======== DATA EXCERPTS

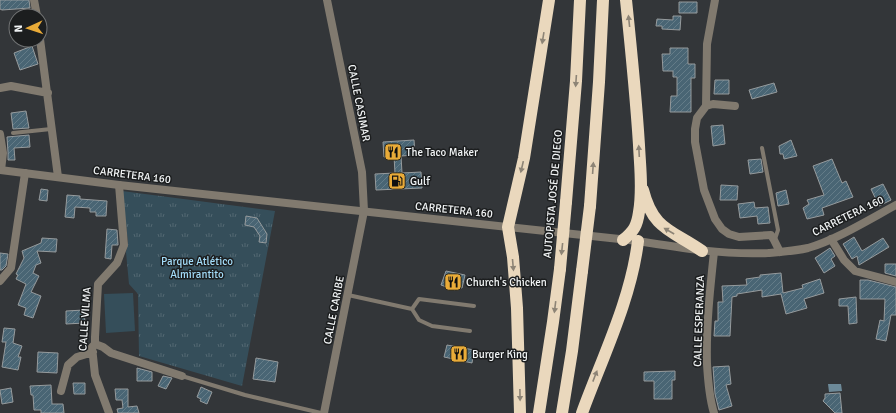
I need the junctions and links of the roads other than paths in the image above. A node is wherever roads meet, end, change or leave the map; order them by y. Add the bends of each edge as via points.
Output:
1 (327, 0) edge
2 (549, 0) edge
3 (580, 0) edge
4 (603, 0) edge
5 (626, 0) edge
6 (715, 0) edge
7 (41, 48) edge
8 (0, 88) edge
9 (48, 94) junction
10 (706, 106) junction
11 (735, 106) dead end
12 (52, 129) junction
13 (13, 133) dead end
14 (0, 134) edge
15 (762, 148) dead end
16 (0, 170) edge
17 (25, 173) junction
18 (58, 176) junction
19 (641, 180) junction
20 (119, 185) junction
21 (896, 205) edge
22 (364, 211) junction
23 (508, 227) junction
24 (831, 239) junction
25 (623, 240) junction
26 (774, 240) junction
27 (638, 241) junction
28 (708, 252) junction
29 (780, 252) junction
30 (0, 281) edge
31 (896, 282) edge
32 (348, 295) junction
33 (474, 306) dead end
34 (412, 309) junction
35 (470, 331) dead end
36 (95, 344) junction
37 (93, 352) junction
38 (182, 376) joint
39 (61, 391) dead end
40 (109, 413) edge
41 (323, 413) edge
42 (520, 413) edge
43 (539, 413) edge
44 (562, 413) edge
45 (582, 413) edge
46 (714, 413) edge

1 - 22 street, CALLE CASIMAR via 362,172
2 -> 23 highway via 524,158
3 -> 43 highway, AUTOPISTA JOSÉ DE DIEGO, bridge via 576,81 560,269
44 -> 4 highway, bridge via 590,206
19 -> 5 highway via 636,93
6 - 10 street via 708,44
7 - 9 street
8 - 9 street via 11,86
9 - 12 street
10 - 11 street
10 - 26 street via 697,118 695,142 704,190 715,219 729,234 739,237 771,235
12 - 13 lane
12 - 18 street
14 - 16 street via 3,153
15 - 26 lane via 778,230
16 - 17 street, CARRETERA 160
17 - 18 street, CARRETERA 160
17 - 30 street via 11,268
18 - 20 street, CARRETERA 160
19 - 25 highway via 640,212 637,222 633,232
28 -> 19 highway via 663,227 657,221 646,200
20 - 22 street, CARRETERA 160
20 - 36 street, CALLE VILMA via 124,245 117,263 98,284
21 - 24 street, CARRETERA 160
22 - 23 street, CARRETERA 160
22 - 32 street, CALLE CARIBE
23 - 25 street, CARRETERA 160
23 -> 42 highway via 517,308
24 - 29 street, CARRETERA 160 via 808,248
24 - 31 street via 844,260 855,271
25 - 27 street, CARRETERA 160
26 - 29 street
27 - 28 street, CARRETERA 160
45 -> 27 highway via 627,292
28 - 29 street, CARRETERA 160
28 - 46 street, CALLE ESPERANZA via 708,382
32 - 34 lane
32 - 41 street, CALLE CARIBE
33 - 34 lane via 419,299
34 - 35 lane via 419,320 432,326
36 - 37 street, CALLE VILMA via 92,347
36 - 38 street via 103,346 111,353
37 - 39 street via 77,357 68,365
37 - 40 street, CALLE VILMA via 95,375
38 - 41 lane via 245,395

================

§ YOUR OBJECTIVE: What is needed is an exact reproduction of the data, pictures excluded.

§ RESULT FOR THIS TASK:
I need the junctions and links of the roads other than paths in the image above. A node is wherever roads meet, end, change or leave the map; order them by y. Add the bends of each edge as via points.
Output:
1 (327, 0) edge
2 (549, 0) edge
3 (580, 0) edge
4 (603, 0) edge
5 (626, 0) edge
6 (715, 0) edge
7 (41, 48) edge
8 (0, 88) edge
9 (48, 94) junction
10 (706, 106) junction
11 (735, 106) dead end
12 (52, 129) junction
13 (13, 133) dead end
14 (0, 134) edge
15 (762, 148) dead end
16 (0, 170) edge
17 (25, 173) junction
18 (58, 176) junction
19 (641, 180) junction
20 (119, 185) junction
21 (896, 205) edge
22 (364, 211) junction
23 (508, 227) junction
24 (831, 239) junction
25 (623, 240) junction
26 (774, 240) junction
27 (638, 241) junction
28 (708, 252) junction
29 (780, 252) junction
30 (0, 281) edge
31 (896, 282) edge
32 (348, 295) junction
33 (474, 306) dead end
34 (412, 309) junction
35 (470, 331) dead end
36 (95, 344) junction
37 (93, 352) junction
38 (182, 376) joint
39 (61, 391) dead end
40 (109, 413) edge
41 (323, 413) edge
42 (520, 413) edge
43 (539, 413) edge
44 (562, 413) edge
45 (582, 413) edge
46 (714, 413) edge

1 - 22 street, CALLE CASIMAR via 362,172
2 -> 23 highway via 524,158
3 -> 43 highway, AUTOPISTA JOSÉ DE DIEGO, bridge via 576,81 560,269
44 -> 4 highway, bridge via 590,206
19 -> 5 highway via 636,93
6 - 10 street via 708,44
7 - 9 street
8 - 9 street via 11,86
9 - 12 street
10 - 11 street
10 - 26 street via 697,118 695,142 704,190 715,219 729,234 739,237 771,235
12 - 13 lane
12 - 18 street
14 - 16 street via 3,153
15 - 26 lane via 778,230
16 - 17 street, CARRETERA 160
17 - 18 street, CARRETERA 160
17 - 30 street via 11,268
18 - 20 street, CARRETERA 160
19 - 25 highway via 640,212 637,222 633,232
28 -> 19 highway via 663,227 657,221 646,200
20 - 22 street, CARRETERA 160
20 - 36 street, CALLE VILMA via 124,245 117,263 98,284
21 - 24 street, CARRETERA 160
22 - 23 street, CARRETERA 160
22 - 32 street, CALLE CARIBE
23 - 25 street, CARRETERA 160
23 -> 42 highway via 517,308
24 - 29 street, CARRETERA 160 via 808,248
24 - 31 street via 844,260 855,271
25 - 27 street, CARRETERA 160
26 - 29 street
27 - 28 street, CARRETERA 160
45 -> 27 highway via 627,292
28 - 29 street, CARRETERA 160
28 - 46 street, CALLE ESPERANZA via 708,382
32 - 34 lane
32 - 41 street, CALLE CARIBE
33 - 34 lane via 419,299
34 - 35 lane via 419,320 432,326
36 - 37 street, CALLE VILMA via 92,347
36 - 38 street via 103,346 111,353
37 - 39 street via 77,357 68,365
37 - 40 street, CALLE VILMA via 95,375
38 - 41 lane via 245,395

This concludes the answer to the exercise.